Né à Londres le 20 juillet 1811 à Londres en Angleterre, James Bruce était le fils de Thomas Bruce, septième compte d’Elgin et onzième comte de Kincardine, et d’Élizabeth Oswald.

Il a fait des études inachevées à Oxford, avant de participer à la gestion des biens familiaux en Écosse.

Puis, en 1840, il est élu député de Southampton. À la suite des décès de son frère aîné et de son père, il doit toutefois renoncer en sa qualité de pair écossais à ses espoirs d’avancement comme député à la Chambre des communes.

Puis en 1842, il est nommé gouverneur de la Jamaïque où il fait face à des conflits et un modèle de constitution coloniale semblable à ce qu’il découvrira à son arrivée au Canada en janvier 1847 à titre de gouverneur du Canada-Uni.

C’est ici qu’il mettra à profit ses qualités d’habile diplomate, en restant en dehors des luttes partisanes et en s’alliant aux francophones de la colonie britannique. C’est sous son administration que les Canadiens obtiennent le premier gouvernement responsable de leur histoire.

Selon les archives, la conduite d’Elgin au Canada établit dans la pratique la forme du gouvernement responsable, prélude à la naissance de la nationalité canadienne qui était alors embryonnaire. Sa correspondance privée avec lord Grey, qui l’avait nommé gouverneur, dévoile le programme qui devait être accompli en Amérique du Nord britannique durant la génération suivante.

Il adopta ainsi une position de neutralité vis-à-vis les débats de partis. C’était ainsi le premier pas vers ce qu’il appelait un « gouvernement constitutionnel », qu’il voyait comme le but premier de sa mission au Canada.

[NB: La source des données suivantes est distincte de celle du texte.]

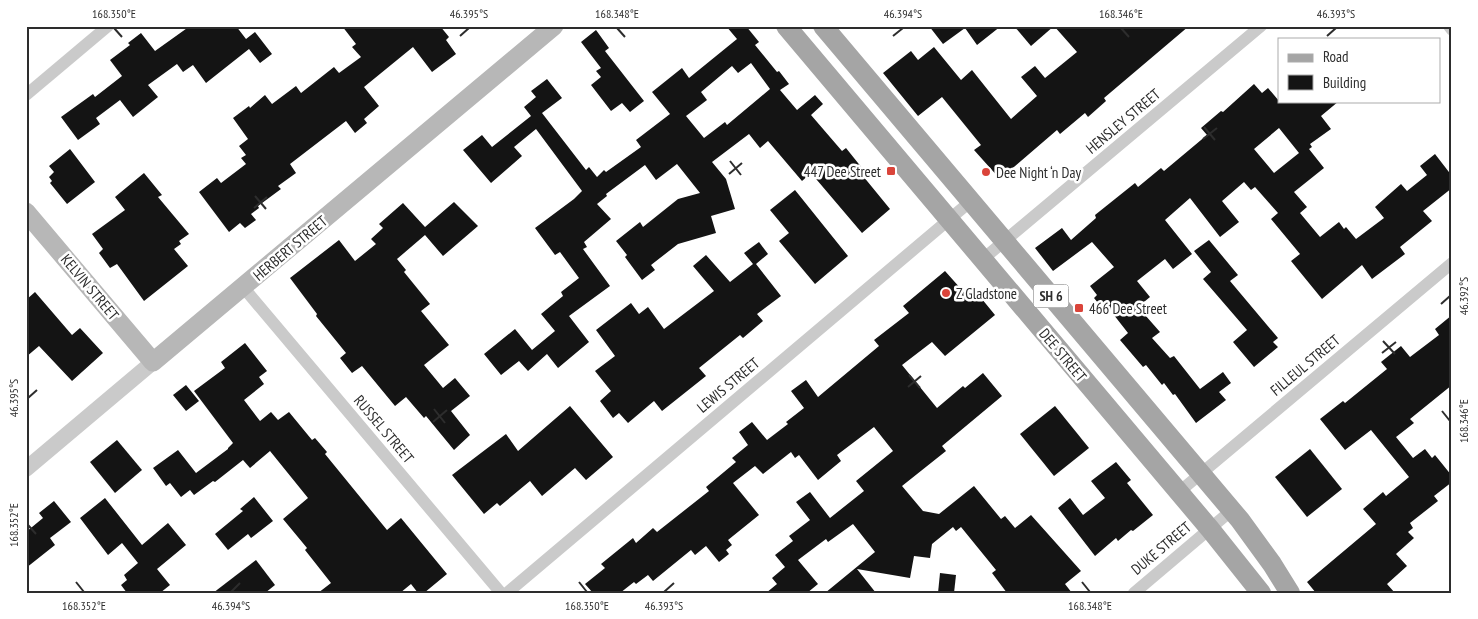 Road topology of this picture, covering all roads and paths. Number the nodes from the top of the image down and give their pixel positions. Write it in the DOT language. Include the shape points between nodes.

Ce gouvernement constitutionnel était le gouvernement monarchique parlementaire qui était déjà confirmé par l’usage au Royaume-Uni. Il représentait pour lui un ensemble complet de conventions qui mèneraient à la formation et au fonctionnement du cabinet et au rôle du gouverneur général comme représentant de la couronne.

En se plaçant au-dessus des partis et en laissant le pouvoir de gouverner entre les mains d’un ministère formé de chefs d’un parti politique organisé et défini, Elgin démontra ses intentions. Le cabinet serait ainsi collectivement responsable devant l’Assemblée par l’entremise du premier ministre de sa politique et de son administration.

Selon ce modèle, le gouverneur ne serait plus chef du gouvernement dans les domaines de l’administration et de la législation locales et n’aurait plus voix en matière de favoritisme. Il devait s’assurer que les fonctionnaires permanents et supérieurs, en étant politiquement neutres, puissent avoir la sécurité d’emploi.

En 1854, James Bruce Elgin est retourné en Angleterre alors que son mandat s’est achevé. Mais trois années plus tard, il fut ensuite envoyé spécial en Chine, puis est nommé vice-roi et gouverneur de l’Inde en 1861. Il est mort dans ce pays, en novembre 1863, victime d’une crise cardiaque causée par un surmenage.